# Cruises to Brooklands - 17th & 18th July. Links page 1.



## ColDiTT (Sep 6, 2003)

With the help of our TTOC Regional Representatives and volunteer helpers we are planning organised nationwide group cruises to Brooklands, the plan is to meet at strategic points en route organised by your Regional Rep. If you would like to meet with others and cruise over please feel free to post your interest and questions here.

We hope to post the precise regional route details approximately 4 weeks before the event (18th July) so keep your eye on this thread.

Thank you.

Col

Cruise links;

*Friday*

North & Midlands - Leaving on Friday

*Saturday*

South Wales/Bristol
North West
France/Europe
The South - AGM
Northeast

*Sunday*

A1 South Mimms
South East & Kent
The South (Southampton area)
Baldock Services to South Mimms Services
Getting Irving and his TT to Brooklands 
The Southwest
Southwest London


----------



## XXMetal (Jan 20, 2004)

Colin,

I'll be traveling down from Sunny Lincolnshire 8) 8) 8)

With no idea where I'm going :?  :roll:

Where the hell did I put that map 

So this could be very handy.

Sorry you can't make it. Look forward to seeing lots of new TTers

See you at Brooklands [smiley=dude.gif] [smiley=guitarist.gif]

Ben


----------



## davidg (Sep 14, 2002)

A North West group will be driving down from J26 ,M6 sat morning 

Any takers


----------



## NormStrm (Sep 6, 2003)

It's probably worth stating as David has whether it is a Saturday or Sunday cruise to Brooklands.

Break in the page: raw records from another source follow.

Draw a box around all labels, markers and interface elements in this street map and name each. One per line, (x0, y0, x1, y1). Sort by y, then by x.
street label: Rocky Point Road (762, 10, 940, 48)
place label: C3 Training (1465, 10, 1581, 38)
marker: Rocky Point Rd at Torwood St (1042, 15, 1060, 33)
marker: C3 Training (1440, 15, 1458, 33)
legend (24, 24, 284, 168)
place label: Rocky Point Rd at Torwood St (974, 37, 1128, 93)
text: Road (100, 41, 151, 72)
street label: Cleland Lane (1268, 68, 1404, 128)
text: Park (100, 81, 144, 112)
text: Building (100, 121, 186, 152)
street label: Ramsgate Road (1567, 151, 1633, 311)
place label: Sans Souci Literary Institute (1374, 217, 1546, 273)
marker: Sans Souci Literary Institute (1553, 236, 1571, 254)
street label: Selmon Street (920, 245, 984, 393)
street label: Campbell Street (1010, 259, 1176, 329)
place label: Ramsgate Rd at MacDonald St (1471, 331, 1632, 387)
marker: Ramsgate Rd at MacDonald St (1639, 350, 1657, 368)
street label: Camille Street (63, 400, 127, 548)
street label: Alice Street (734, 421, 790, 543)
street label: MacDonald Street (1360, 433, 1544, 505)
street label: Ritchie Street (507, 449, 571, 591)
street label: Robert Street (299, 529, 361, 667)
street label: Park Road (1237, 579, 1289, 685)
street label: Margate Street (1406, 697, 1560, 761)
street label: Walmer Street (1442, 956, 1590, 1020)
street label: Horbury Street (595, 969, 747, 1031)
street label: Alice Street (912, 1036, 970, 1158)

I wil be travelling down on Sunday from East Anglia.

Norman


----------



## NaughTTy (Jul 9, 2003)

I'll be going via M25 from Bucks on Sunday - Probably from A41, Hemel junction. Hopefully some others will be going this way so I can join in a cruise


----------



## TT Law (Sep 6, 2003)

I will be going down on Saturday morning from the West Midlands. Can we arrange a meeting point off the the end of the M6 Toll for the East Midlanders and the North Wester's?

Steve


----------



## TT Law (Sep 6, 2003)

I will be going down on Saturday morning from the West Midlands. Can we arrange a meeting point off the the end of the M6 Toll for the East Midlanders and the North Wester's?

Steve


----------



## Chip_iTT (Nov 14, 2003)

Will be going down on Sunday from NW London, J4 M1, 10min from M25/A1... if anyone wants to stop off at my place for a cuppa first then cruise down via Harrow/A312 Hayes Bypass/M4/M25 I'd be happy to put the kettle on


----------



## uk_christophe (May 21, 2002)

Sounds good!

Anyone from Essex fancy coming along on the Sunday, up the A13 or A127 and around the M25 SW bound over the QE2 bridge?


----------



## Chip_iTT (Nov 14, 2003)

Great...

anyone any idea what time we should arrive at Brooklands? Its about an hour from me on a Sunday morning give or take?


----------



## pas_55 (May 9, 2002)

:wink: Going sunday from Hertfordshire A1M then M25.I hear theres going to be a couple of interesting cars there(not TT's). :wink:


----------



## Chip_iTT (Nov 14, 2003)

Hey PAS,

If no one interested in meeting up at my place (since looks like Essex contingent going south round M25, understandably), how about meeting at South Mimms services A1/M25 junc?


----------



## pas_55 (May 9, 2002)

:wink: Sounds good we'll sort out time etc nearer the date yeh? :wink:


----------



## nutts (May 8, 2002)

The Brooklands event is due to kick off at 10am. Clive will publish an update nearer the time... 



Chip_iTT said:


> Great...
> 
> anyone any idea what time we should arrive at Brooklands? Its about an hour from me on a Sunday morning give or take?


----------



## nutts (May 8, 2002)

Sssshhhhhhh :wink:



pas_55 said:


> :wink: I hear theres going to be a couple of interesting cars there(not TT's). :wink:


----------



## pas_55 (May 9, 2002)

nutts said:


> Sssshhhhhhh :wink:


[/quote]

My lips are sealed however my keyboard well that's another question only joking!! :wink:


----------



## ColDiTT (Sep 6, 2003)

pas_55 said:


> :wink: Going sunday from Hertfordshire A1M then M25.I hear theres going to be a couple of interesting cars there(not TT's). :wink:


Sssssshhhhhhh


----------



## XXMetal (Jan 20, 2004)

Someones got too much time on his hands :wink:


----------



## davidg (Sep 14, 2002)

TT Law said:


> I will be going down on Saturday morning from the West Midlands. Can we arrange a meeting point off the the end of the M6 Toll for the East Midlanders and the North Wester's?
> 
> Steve


OK that looks like a meet , North Wester's meet Midlanders, will arange times ect. nearer the time.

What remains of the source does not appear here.